Saturation Gating
- Implement a saturation-gated search loop using heuristic novelty assessment, a rolling knowledge state, and a configurable novelty threshold
- Compare heuristic (word-overlap) and model-based novelty assessment, explaining the latency and accuracy tradeoffs of each
- Explain how compress_knowledge() maintains a rolling summary and why it is only called for accepted search rounds
- Explain the purpose of NOVELTY_EPSILON in the saturation gate and describe the failure mode it prevents when all queries return below-threshold novelty scores
The Design Problem
The fixed dual-search loop runs exactly two searches regardless of topic complexity.
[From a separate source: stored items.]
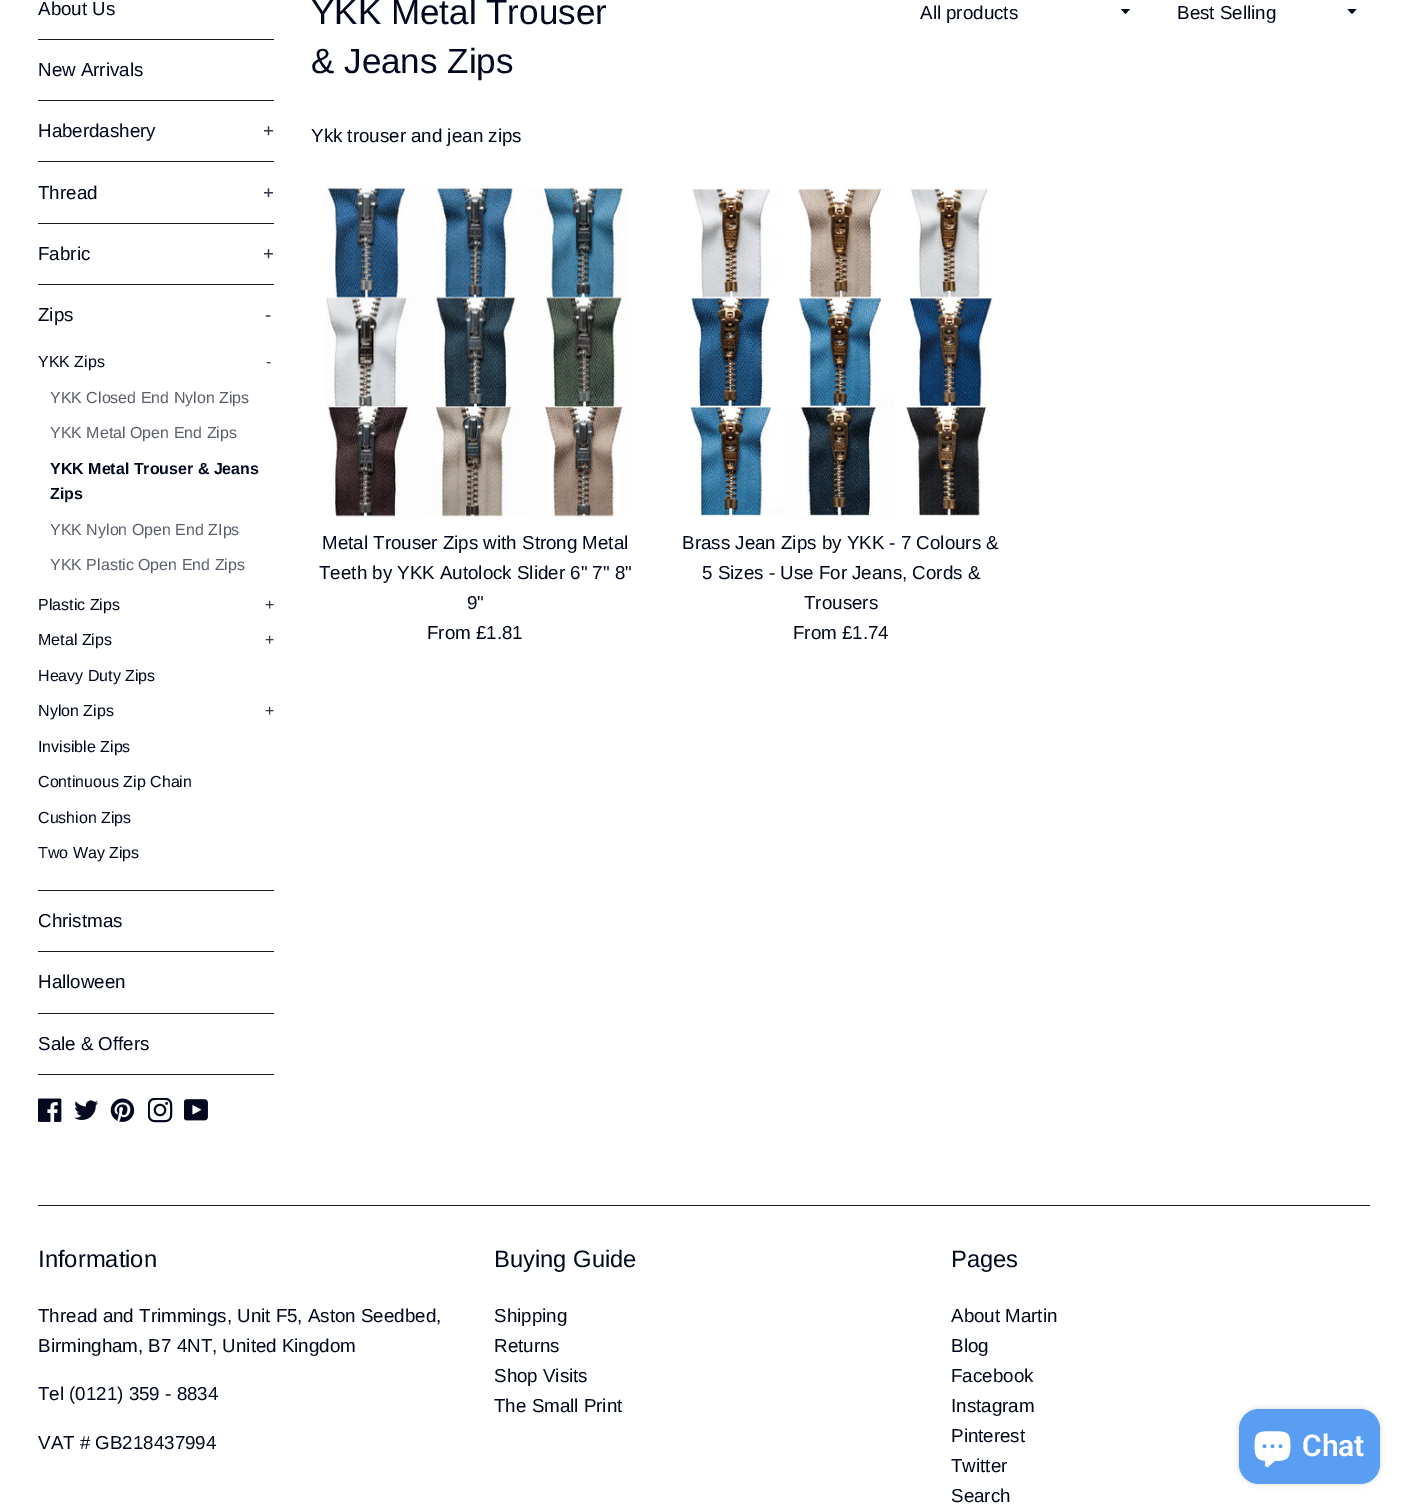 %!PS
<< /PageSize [1407 1510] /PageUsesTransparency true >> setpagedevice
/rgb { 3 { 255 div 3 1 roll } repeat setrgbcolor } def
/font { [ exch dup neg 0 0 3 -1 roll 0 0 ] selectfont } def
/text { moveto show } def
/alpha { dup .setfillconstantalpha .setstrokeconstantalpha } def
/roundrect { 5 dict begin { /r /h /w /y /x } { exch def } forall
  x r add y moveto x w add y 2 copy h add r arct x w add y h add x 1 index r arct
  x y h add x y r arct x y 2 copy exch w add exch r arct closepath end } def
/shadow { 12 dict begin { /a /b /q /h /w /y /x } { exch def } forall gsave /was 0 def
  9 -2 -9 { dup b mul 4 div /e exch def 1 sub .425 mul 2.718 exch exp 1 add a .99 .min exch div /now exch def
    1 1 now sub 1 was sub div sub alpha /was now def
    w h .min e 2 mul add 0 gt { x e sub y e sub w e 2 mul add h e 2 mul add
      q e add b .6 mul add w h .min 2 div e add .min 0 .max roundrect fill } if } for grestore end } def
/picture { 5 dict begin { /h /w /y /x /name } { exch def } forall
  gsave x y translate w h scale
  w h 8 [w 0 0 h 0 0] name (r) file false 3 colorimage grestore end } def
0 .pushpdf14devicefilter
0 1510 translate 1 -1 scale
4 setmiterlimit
255 255 255 rgb
0 0 1407 1510 rectfill
31 24 24 rgb
38 39 236 1 rectfill
38 100 236 1 rectfill
38 161 236 1 rectfill
38 223 236 1 rectfill
38 284 236 1 rectfill
38 890 236 1 rectfill
38 951 236 1 rectfill
38 1013 236 1 rectfill
38 1074 236 1 rectfill
(img_01.rgb) 38 1098 24 24 picture
(img_02.rgb) 74 1100 24 20 picture
(img_03.rgb) 110 1098 25 24 picture
(img_04.rgb) 148 1098 25 25 picture
(img_05.rgb) 184 1099 24 22 picture
2 9 31 rgb
1121 9 moveto 4.5 5 rlineto 4.5 -5 rlineto closepath fill
1347.5 9 moveto 4.5 5 rlineto 4.5 -5 rlineto closepath fill
(img_06.rgb) 326 187 301 330 picture
(img_07.rgb) 690 188 304 329 picture
31 24 24 rgb
38 1205 1332 1 rectfill
0 0 0 rgb
1239 1409 141 75 20 3 0.15 shadow
89 158 242 rgb
1239 1409 141 75 20 roundrect fill
(img_08.rgb) 1254 1431 37 37 picture
/LiberationSans-Regular 18.75 font
2 9 31 rgb
(About Us) 38 15 text
(New Arrivals) 38 76 text
(Haberdashery) 38 137 text
53 58 76 rgb
(+) 263 137 text
2 9 31 rgb
(Thread) 38 199 text
53 58 76 rgb
(+) 263 199 text
2 9 31 rgb
(Fabric) 38 260 text
53 58 76 rgb
(+) 263 260 text
2 9 31 rgb
(Zips) 38 321 text
53 58 76 rgb
(-) 265 321 text
/LiberationSans-Regular 16 font
2 9 31 rgb
(YKK Zips) 38 367 text
53 58 76 rgb
(-) 266 367 text
91 95 109 rgb
(YKK Closed End Nylon Zips) 50 403 text
(YKK Metal Open End Zips) 50 438 text
/LiberationSans-Bold 16 font
2 9 31 rgb
(YKK Metal Trouser & Jeans) 50 474 text
(Zips) 50 499 text
/LiberationSans-Regular 16 font
91 95 109 rgb
(YKK Nylon Open End ZIps) 50 535 text
(YKK Plastic Open End Zips) 50 570 text
2 9 31 rgb
(Plastic Zips) 38 610 text
53 58 76 rgb
(+) 265 610 text
2 9 31 rgb
(Metal Zips) 38 645 text
53 58 76 rgb
(+) 265 645 text
2 9 31 rgb
(Heavy Duty Zips) 38 681 text
(Nylon Zips) 38 716 text
53 58 76 rgb
(+) 265 716 text
2 9 31 rgb
(Invisible Zips) 38 752 text
(Continuous Zip Chain) 38 787 text
(Cushion Zips) 38 823 text
(Two Way Zips) 38 858 text
/LiberationSans-Regular 18.75 font
(Christmas) 38 927 text
(Halloween) 38 988 text
(Sale & Offers) 38 1050 text
/LiberationSans-Regular 35 font
(YKK Metal Trouser) 311 24 text
(& Jeans Zips) 311 73 text
/LiberationSans-Regular 18.75 font
(All products) 920 19 text
(Best Selling) 1177 19 text
(Ykk trouser and jean zips) 311 142 text
(Metal Trouser Zips with Strong Metal) 322 549 text
(Teeth by YKK Autolock Slider 6" 7" 8") 319 579 text
(9") 467 609 text
(From £1.81) 427 639 text
(Brass Jean Zips by YKK - 7 Colours &) 682 549 text
(5 Sizes - Use For Jeans, Cords &) 702 579 text
(Trousers) 804 609 text
(From £1.74) 793 639 text
/LiberationSans-Regular 23.75 font
(Information) 38 1267 text
/LiberationSans-Regular 18.75 font
(Thread and Trimmings, Unit F5, Aston Seedbed,) 38 1322 text
(Birmingham, B7 4NT, United Kingdom) 38 1352 text
(Tel \(0121\) 359 - 8834) 38 1400 text
(VAT # GB218437994) 38 1449 text
/LiberationSans-Regular 23.75 font
(Buying Guide) 494 1267 text
/LiberationSans-Regular 18.75 font
(Shipping) 494 1322 text
(Returns) 494 1352 text
(Shop Visits) 494 1382 text
(The Small Print) 494 1412 text
/LiberationSans-Regular 23.75 font
(Pages) 951 1267 text
/LiberationSans-Regular 18.75 font
(About Martin) 951 1322 text
(Blog) 951 1352 text
(Facebook) 951 1382 text
(Instagram) 951 1412 text
(Pinterest) 951 1442 text
(Twitter) 951 1472 text
(Search) 951 1502 text
/Roboto-SemiBold 30 font
255 255 255 rgb
(Chat) 1302 1456 text
.poppdf14devicefilter showpage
Saturation gating replaces the fixed loop with a stopping criterion: keep searching while new results are genuinely new; stop when they start repeating.
This is the same principle that guides a competent human researcher: you stop when your search results start recapitulating what you already know.
Configuration
MAX_SEARCH_ROUNDS = 5 # hard cap regardless of novelty
NOVELTY_THRESHOLD = 3 # 0–10; stop if new results score below this
KNOWLEDGE_MAX_CHARS = 1500 # cap on rolling knowledge state fed to novelty prompt
NOVELTY_EPSILON = 0.15 # ε-greedy: pass sub-threshold results through 15% of the time
The existing SEARCHES_PER_TASK = 2 becomes a minimum — the loop always runs at least 2 rounds before novelty gating kicks in. This preserves backward compatibility: simple tasks run exactly 2 rounds, complex tasks run up to 5.
The Saturation Loop
def gather_research(task, planned_queries, ...):
knowledge_state = "" # rolling compressed summary
all_results = [] # deduplicated raw results
for round in range(1, MAX_SEARCH_ROUNDS + 1):
# Generate query: use planned_queries for rounds 1-2, then plan_query()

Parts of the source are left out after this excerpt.